Las Vegas Sun

April 25, 2024

DAILY MEMO: labor:

Fired workers’ claims typical of nonnatives who mull union bids

They say employer questioned immigration status to foil plan

labor

Steve Marcus

Paz Castillo, left, criticizes Republic Services’ working conditions at a Las Vegas City Council meeting Wednesday. With Castillo are Kevin Hardison, center, Teamsters Las Vegas Local 631 president, and translator Ernesto Castillo (no relation).

Elias Garcia and his co-workers were fed up.

They wanted more pay and better benefits for working the line at a Las Vegas recycling plant operated by Republic Services. More important, they wanted safer working conditions. They wanted to organize.

To hear them tell it, workers sorted residential and commercial waste in oppressive heat without proper ventilation and without adequate protection. They say the dust- and chemical-filled air caused them to develop breathing problems and rashes. Some were stuck with needles while sorting waste and allege they had to pay for their own safety equipment.

Workers, pushed to the point of exhaustion, were denied bathroom breaks, they say.

So Garcia opened his house to a Teamsters local.

What happened next, according to labor experts, is typical for a group of workers who have been historically exploited as cheap, replaceable labor.

The recycling employees soon found themselves being summoned to the plant’s head office, where management questioned their immigration status – and threatened termination if they could not provide the proper documents. In a matter of weeks, 30 workers were fired, according to Teamsters Local 631. Most of them were undocumented.

The fired workers are crying foul, saying they were targeted because of their union activity. Many, acknowledging their illegal status, say Republic has employed them for years. Some have been working at the recycling plant for more than a decade. The workers ask the question: Why now?

Republic says it was merely following immigration law.

As a result of its merger with Allied Waste Industries Inc. last year, the company adopted a stricter compliance program and initiated a companywide personnel audit in March, said Bob Coyle, Republic’s vice president of government affairs. The final report, issued last month, found that 23 employees had “questionable documents proving their ability to work legally in the United States,” he said.

All of those employees worked at the recycling plant.

Coyle said the firings had no connection to the Teamsters organizing drive, noting that the union already represents 1,100 of the company’s 1,500 employees. The local has filed an unfair labor practice charge with the National Labor Relations Board on behalf of the dismissed workers.

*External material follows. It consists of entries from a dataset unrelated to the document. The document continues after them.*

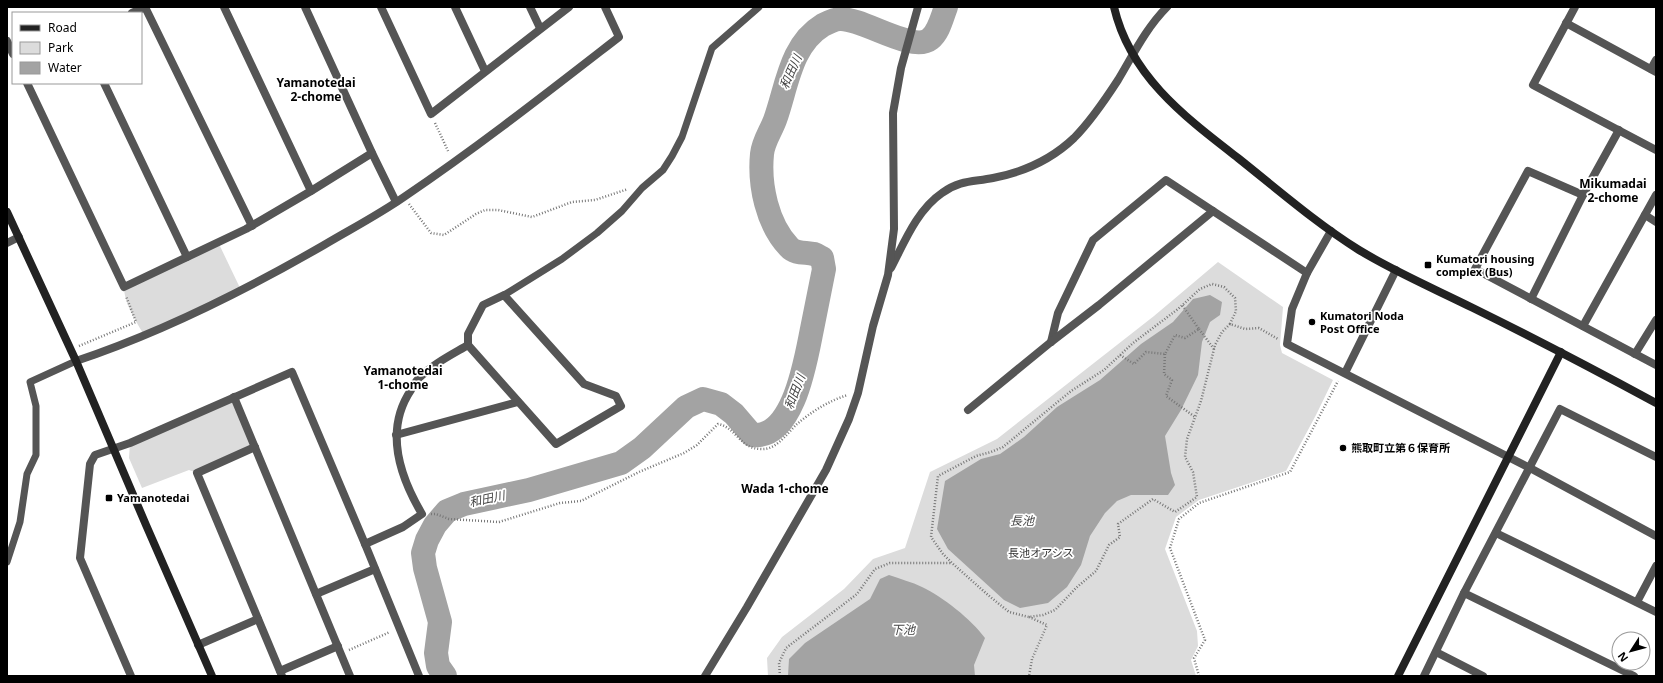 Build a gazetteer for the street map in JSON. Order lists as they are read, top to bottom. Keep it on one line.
{"districts":["Yamanotedai 2-chome","Mikumadai 2-chome","Yamanotedai 1-chome","Wada 1-chome"],"water":["和田川","長池","下池"],"parks":["長池オアシス"],"places":{"transit":["Kumatori housing complex (Bus)","Yamanotedai"],"other":["Kumatori Noda Post Office","熊取町立第６保育所"]},"legend":["Road","Park","Water"],"north":"bottom left"} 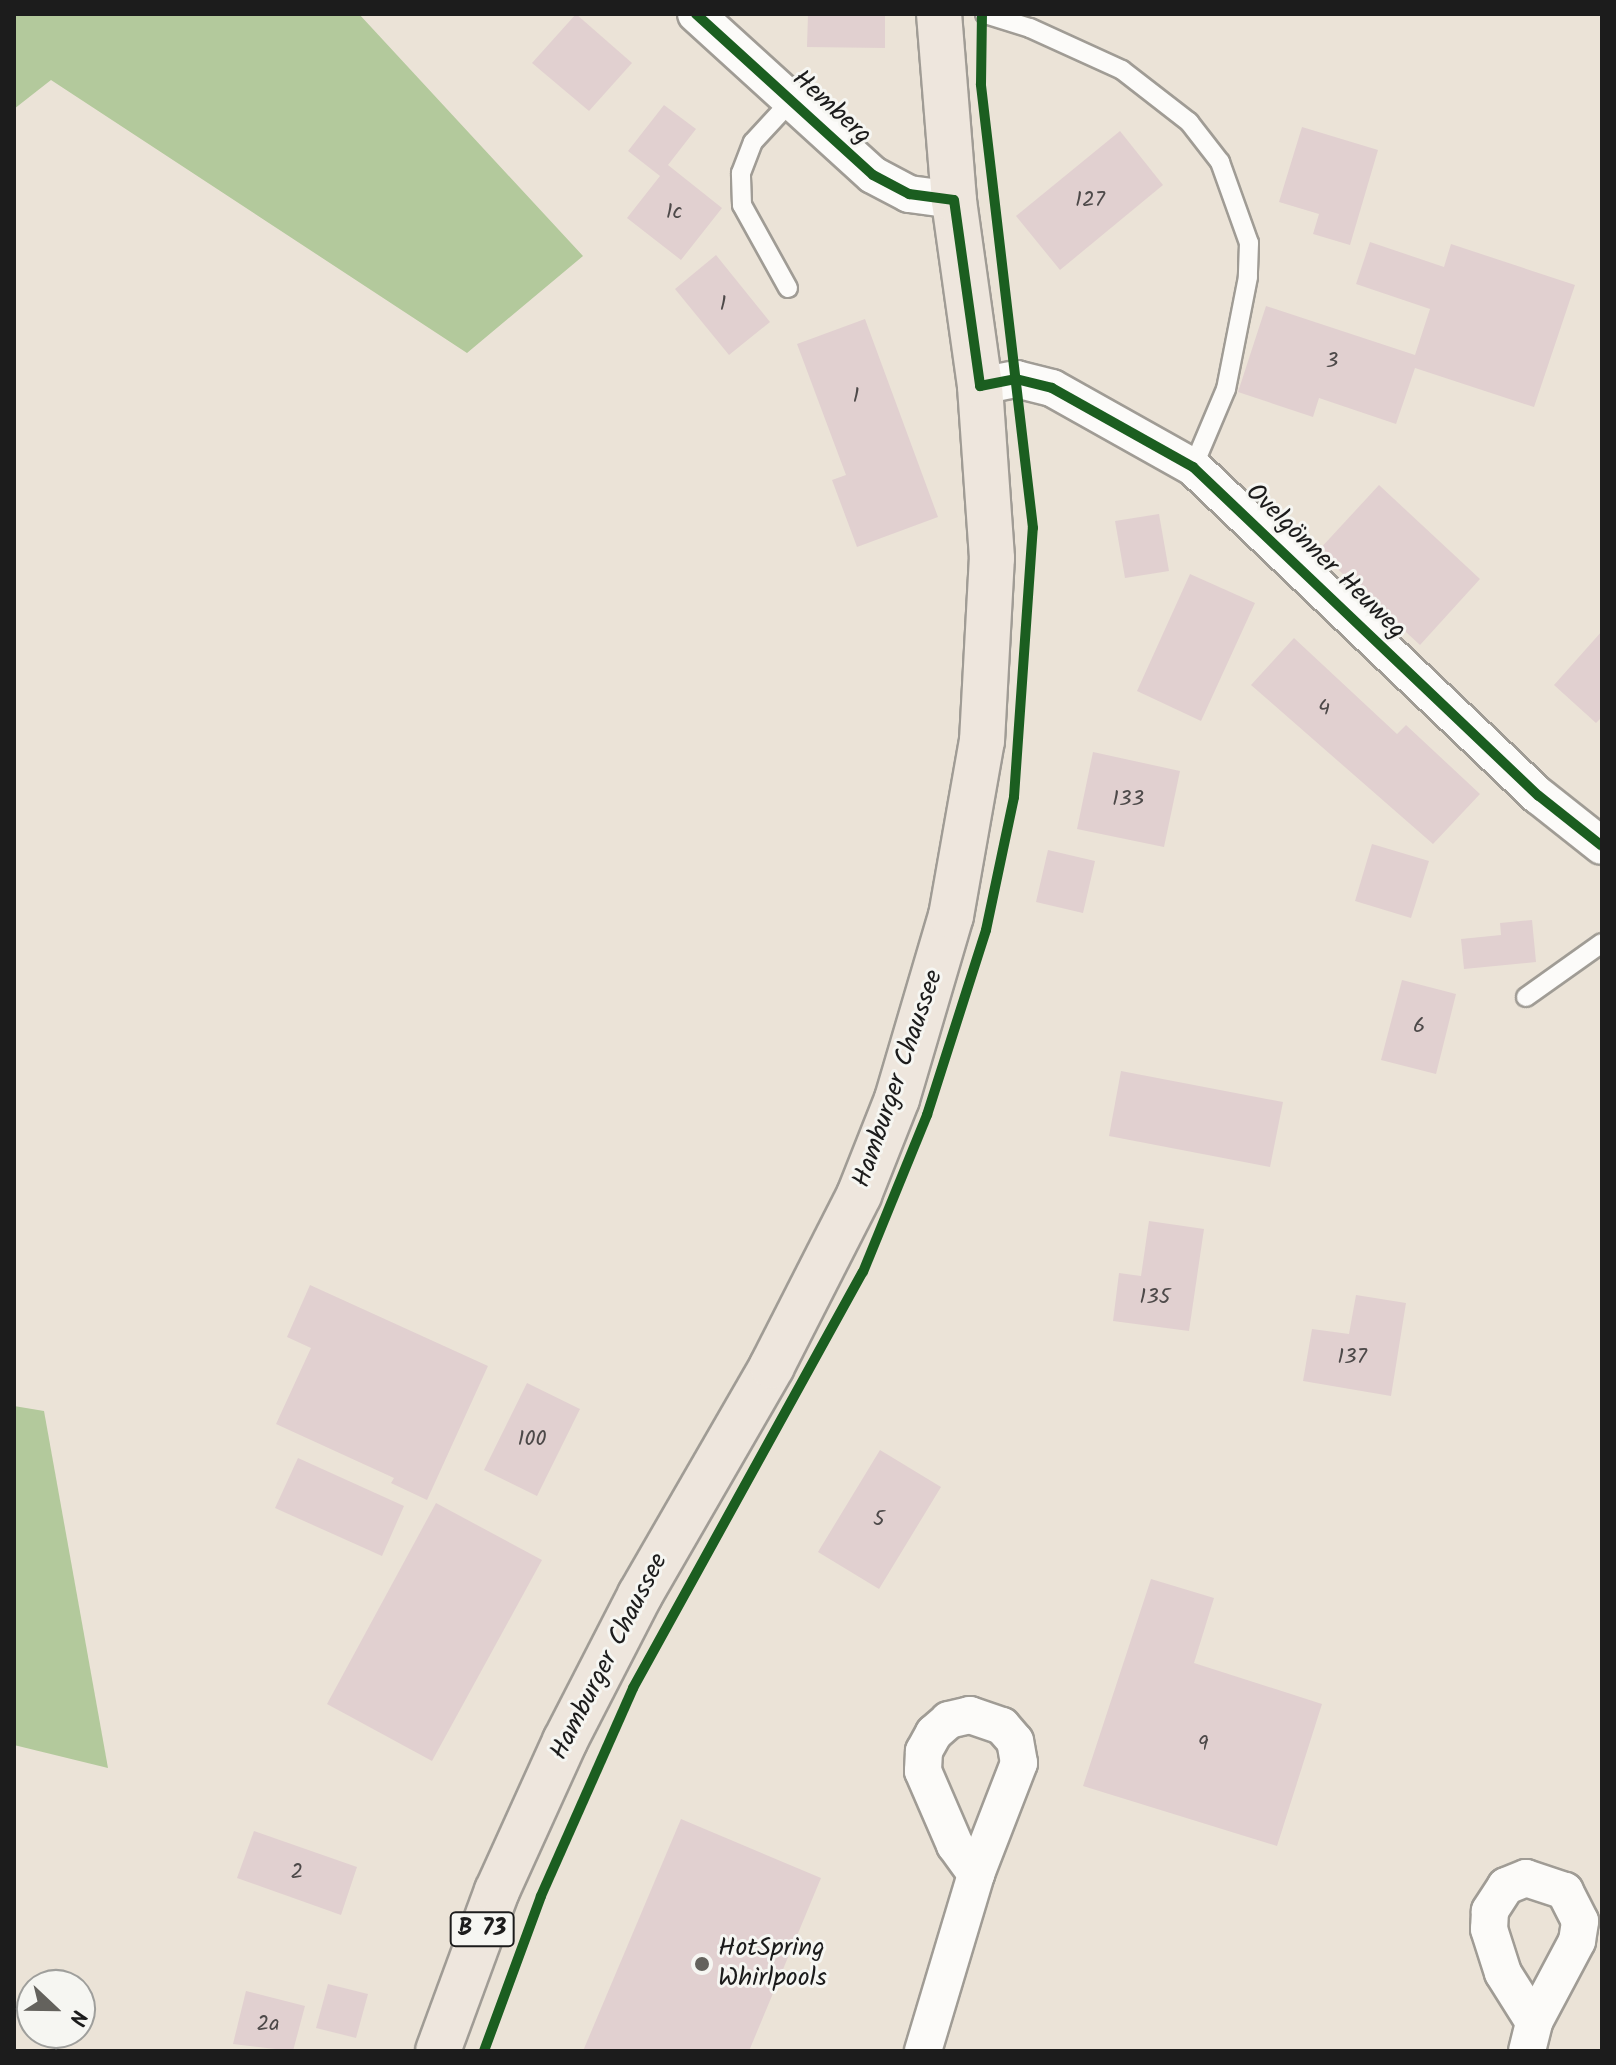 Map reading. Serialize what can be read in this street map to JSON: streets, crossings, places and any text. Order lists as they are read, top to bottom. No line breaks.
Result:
{"streets":{"main road":["Hamburger Chaussee","B 73"],"street":["Hemberg","Ovelgönner Heuweg"]},"crossings":[["Hemberg","Hamburger Chaussee"],["Ovelgönner Heuweg","Hamburger Chaussee"]],"places":["HotSpring Whirlpools"],"house_numbers":["127","1c","1","3","1","4","133","6","135","137","100","5","9","2","2a"],"north":"right"} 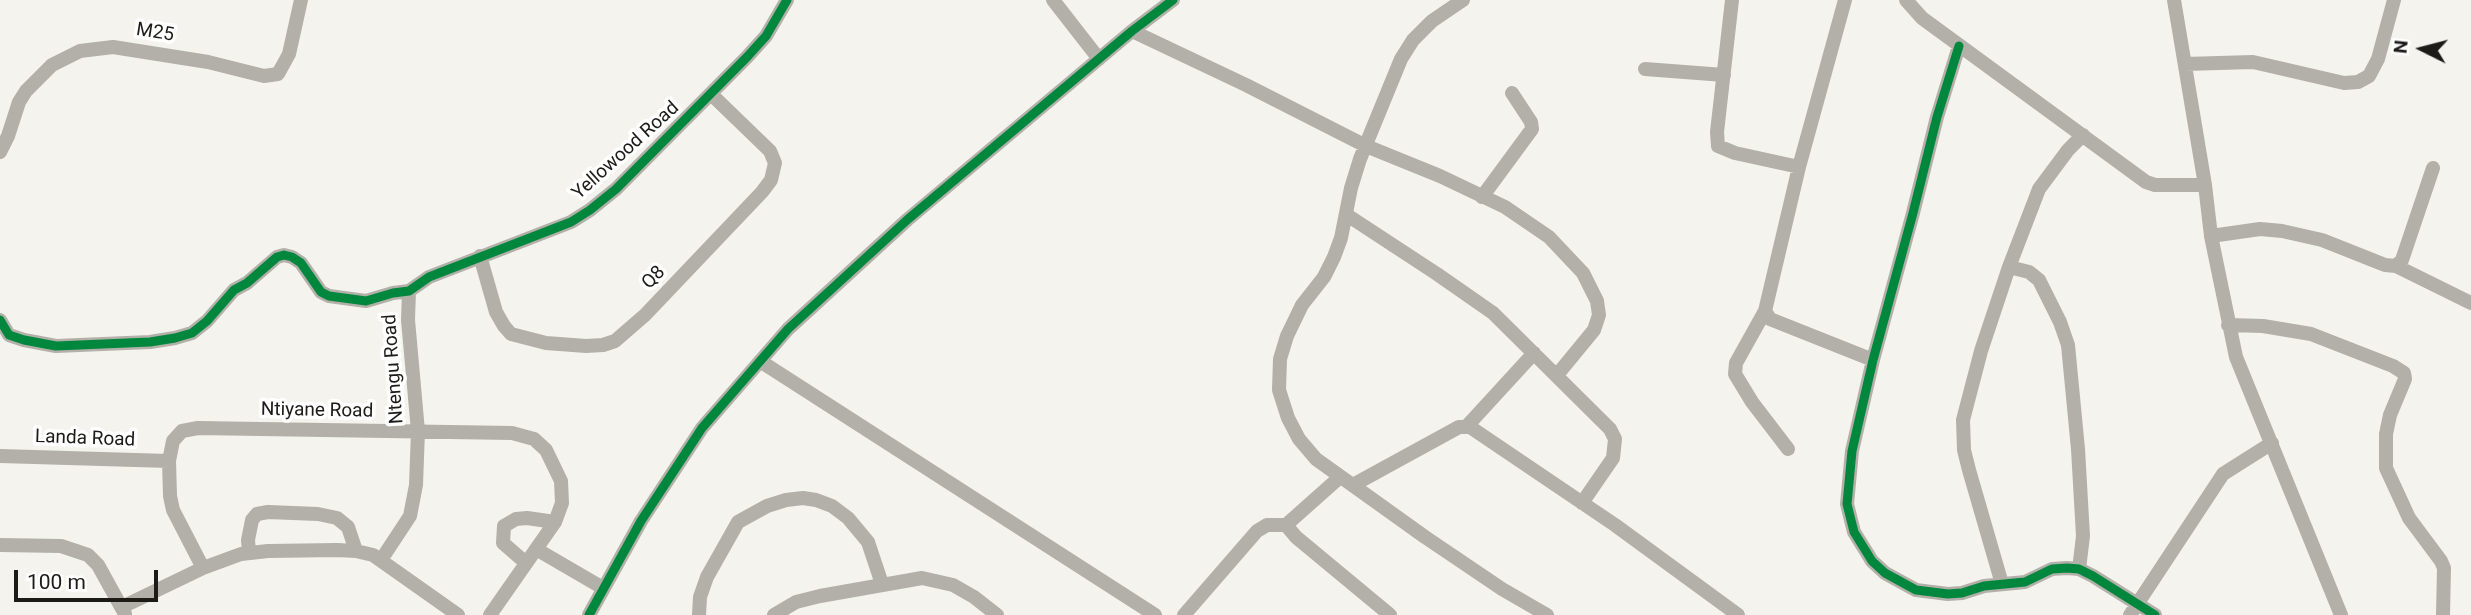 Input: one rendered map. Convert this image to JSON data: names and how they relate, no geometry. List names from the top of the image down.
{
  "streets": {
    "street": [
      "M25",
      "Yellowood Road",
      "Q8",
      "Ntengu Road",
      "Ntiyane Road",
      "Landa Road"
    ]
  },
  "crossings": [
    ["Yellowood Road", "Q8"],
    ["Yellowood Road", "Ntengu Road"],
    ["Ntengu Road", "Ntiyane Road"],
    ["Ntiyane Road", "Landa Road"]
  ],
  "scale_bar": "100 m",
  "north": "left"
}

Labor leaders are also seeking to apply political pressure on the company, which has an exclusive franchise agreement in Southern Nevada. They brought a handful of workers and their families before the Clark County Commission and Las Vegas City Council this week to testify about poor working conditions – accusations Republic calls “absolutely untrue.”

In an interview, Coyle dismissed a list of the workers’ concerns, adding, “I’m surprised they didn’t say the kitchen sink is stopped-up too.” He said workers receive the proper equipment and necessary training. Medical waste, such as needles, is handled at a separate facility, not at the recycling center, Coyle said.

Regardless, the organizing fight is particularly salient in Nevada, which leads the nation in the percentage of illegal immigrants in the workforce. According to the Pew Hispanic Center, more than 12 percent of the state’s workers are undocumented.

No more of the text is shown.